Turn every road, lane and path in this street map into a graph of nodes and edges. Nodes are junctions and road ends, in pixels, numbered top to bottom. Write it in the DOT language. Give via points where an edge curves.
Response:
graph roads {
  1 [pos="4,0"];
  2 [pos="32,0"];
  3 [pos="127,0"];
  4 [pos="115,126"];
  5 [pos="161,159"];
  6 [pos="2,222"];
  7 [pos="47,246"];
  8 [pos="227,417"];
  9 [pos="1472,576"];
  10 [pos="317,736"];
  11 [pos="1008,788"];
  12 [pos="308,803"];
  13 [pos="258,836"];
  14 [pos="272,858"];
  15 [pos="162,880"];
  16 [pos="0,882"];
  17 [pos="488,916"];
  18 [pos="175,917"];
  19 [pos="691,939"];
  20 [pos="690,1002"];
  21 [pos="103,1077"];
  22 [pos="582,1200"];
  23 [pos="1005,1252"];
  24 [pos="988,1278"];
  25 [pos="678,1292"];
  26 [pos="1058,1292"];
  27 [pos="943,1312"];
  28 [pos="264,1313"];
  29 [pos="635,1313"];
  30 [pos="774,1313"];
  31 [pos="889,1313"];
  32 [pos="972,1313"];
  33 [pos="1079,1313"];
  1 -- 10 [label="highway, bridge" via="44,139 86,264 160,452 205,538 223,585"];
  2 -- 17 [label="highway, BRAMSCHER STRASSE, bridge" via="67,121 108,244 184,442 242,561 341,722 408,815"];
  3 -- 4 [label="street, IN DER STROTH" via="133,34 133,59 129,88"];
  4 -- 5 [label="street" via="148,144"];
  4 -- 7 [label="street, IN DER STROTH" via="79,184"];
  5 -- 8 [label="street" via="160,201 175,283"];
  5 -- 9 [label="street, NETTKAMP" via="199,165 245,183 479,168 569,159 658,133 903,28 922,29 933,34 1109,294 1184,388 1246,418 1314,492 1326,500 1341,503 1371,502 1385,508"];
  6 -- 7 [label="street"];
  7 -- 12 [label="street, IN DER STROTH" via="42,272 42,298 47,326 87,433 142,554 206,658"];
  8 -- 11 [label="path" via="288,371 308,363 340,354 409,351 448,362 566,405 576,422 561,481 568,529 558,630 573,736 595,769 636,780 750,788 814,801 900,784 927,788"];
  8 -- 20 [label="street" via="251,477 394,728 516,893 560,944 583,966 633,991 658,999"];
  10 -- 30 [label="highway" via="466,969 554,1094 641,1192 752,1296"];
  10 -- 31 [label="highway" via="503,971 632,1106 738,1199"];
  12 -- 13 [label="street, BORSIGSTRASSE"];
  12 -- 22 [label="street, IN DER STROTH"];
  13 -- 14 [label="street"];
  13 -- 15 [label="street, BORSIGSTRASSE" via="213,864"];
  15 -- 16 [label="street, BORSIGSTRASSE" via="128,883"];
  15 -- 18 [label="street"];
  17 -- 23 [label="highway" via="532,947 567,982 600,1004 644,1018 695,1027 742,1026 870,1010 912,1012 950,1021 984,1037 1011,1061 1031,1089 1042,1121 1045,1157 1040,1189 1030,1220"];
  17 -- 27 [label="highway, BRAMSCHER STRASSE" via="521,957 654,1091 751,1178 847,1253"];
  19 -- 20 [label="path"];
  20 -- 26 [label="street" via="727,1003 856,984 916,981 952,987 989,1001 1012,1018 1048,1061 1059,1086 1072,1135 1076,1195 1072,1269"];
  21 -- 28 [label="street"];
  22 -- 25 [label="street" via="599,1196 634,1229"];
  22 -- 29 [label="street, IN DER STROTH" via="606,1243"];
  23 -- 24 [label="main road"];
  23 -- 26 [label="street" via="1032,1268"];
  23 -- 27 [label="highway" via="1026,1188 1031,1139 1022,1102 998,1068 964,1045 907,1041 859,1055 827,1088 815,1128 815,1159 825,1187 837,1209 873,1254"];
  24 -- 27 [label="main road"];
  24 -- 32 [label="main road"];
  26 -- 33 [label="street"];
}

•••••

→ EXERCISE REQUIREMENTS: Write out every entry above exactly as given.

→ EXPECTED ANSWER:
Turn every road, lane and path in this street map into a graph of nodes and edges. Nodes are junctions and road ends, in pixels, numbered top to bottom. Write it in the DOT language. Give via points where an edge curves.
Response:
graph roads {
  1 [pos="4,0"];
  2 [pos="32,0"];
  3 [pos="127,0"];
  4 [pos="115,126"];
  5 [pos="161,159"];
  6 [pos="2,222"];
  7 [pos="47,246"];
  8 [pos="227,417"];
  9 [pos="1472,576"];
  10 [pos="317,736"];
  11 [pos="1008,788"];
  12 [pos="308,803"];
  13 [pos="258,836"];
  14 [pos="272,858"];
  15 [pos="162,880"];
  16 [pos="0,882"];
  17 [pos="488,916"];
  18 [pos="175,917"];
  19 [pos="691,939"];
  20 [pos="690,1002"];
  21 [pos="103,1077"];
  22 [pos="582,1200"];
  23 [pos="1005,1252"];
  24 [pos="988,1278"];
  25 [pos="678,1292"];
  26 [pos="1058,1292"];
  27 [pos="943,1312"];
  28 [pos="264,1313"];
  29 [pos="635,1313"];
  30 [pos="774,1313"];
  31 [pos="889,1313"];
  32 [pos="972,1313"];
  33 [pos="1079,1313"];
  1 -- 10 [label="highway, bridge" via="44,139 86,264 160,452 205,538 223,585"];
  2 -- 17 [label="highway, BRAMSCHER STRASSE, bridge" via="67,121 108,244 184,442 242,561 341,722 408,815"];
  3 -- 4 [label="street, IN DER STROTH" via="133,34 133,59 129,88"];
  4 -- 5 [label="street" via="148,144"];
  4 -- 7 [label="street, IN DER STROTH" via="79,184"];
  5 -- 8 [label="street" via="160,201 175,283"];
  5 -- 9 [label="street, NETTKAMP" via="199,165 245,183 479,168 569,159 658,133 903,28 922,29 933,34 1109,294 1184,388 1246,418 1314,492 1326,500 1341,503 1371,502 1385,508"];
  6 -- 7 [label="street"];
  7 -- 12 [label="street, IN DER STROTH" via="42,272 42,298 47,326 87,433 142,554 206,658"];
  8 -- 11 [label="path" via="288,371 308,363 340,354 409,351 448,362 566,405 576,422 561,481 568,529 558,630 573,736 595,769 636,780 750,788 814,801 900,784 927,788"];
  8 -- 20 [label="street" via="251,477 394,728 516,893 560,944 583,966 633,991 658,999"];
  10 -- 30 [label="highway" via="466,969 554,1094 641,1192 752,1296"];
  10 -- 31 [label="highway" via="503,971 632,1106 738,1199"];
  12 -- 13 [label="street, BORSIGSTRASSE"];
  12 -- 22 [label="street, IN DER STROTH"];
  13 -- 14 [label="street"];
  13 -- 15 [label="street, BORSIGSTRASSE" via="213,864"];
  15 -- 16 [label="street, BORSIGSTRASSE" via="128,883"];
  15 -- 18 [label="street"];
  17 -- 23 [label="highway" via="532,947 567,982 600,1004 644,1018 695,1027 742,1026 870,1010 912,1012 950,1021 984,1037 1011,1061 1031,1089 1042,1121 1045,1157 1040,1189 1030,1220"];
  17 -- 27 [label="highway, BRAMSCHER STRASSE" via="521,957 654,1091 751,1178 847,1253"];
  19 -- 20 [label="path"];
  20 -- 26 [label="street" via="727,1003 856,984 916,981 952,987 989,1001 1012,1018 1048,1061 1059,1086 1072,1135 1076,1195 1072,1269"];
  21 -- 28 [label="street"];
  22 -- 25 [label="street" via="599,1196 634,1229"];
  22 -- 29 [label="street, IN DER STROTH" via="606,1243"];
  23 -- 24 [label="main road"];
  23 -- 26 [label="street" via="1032,1268"];
  23 -- 27 [label="highway" via="1026,1188 1031,1139 1022,1102 998,1068 964,1045 907,1041 859,1055 827,1088 815,1128 815,1159 825,1187 837,1209 873,1254"];
  24 -- 27 [label="main road"];
  24 -- 32 [label="main road"];
  26 -- 33 [label="street"];
}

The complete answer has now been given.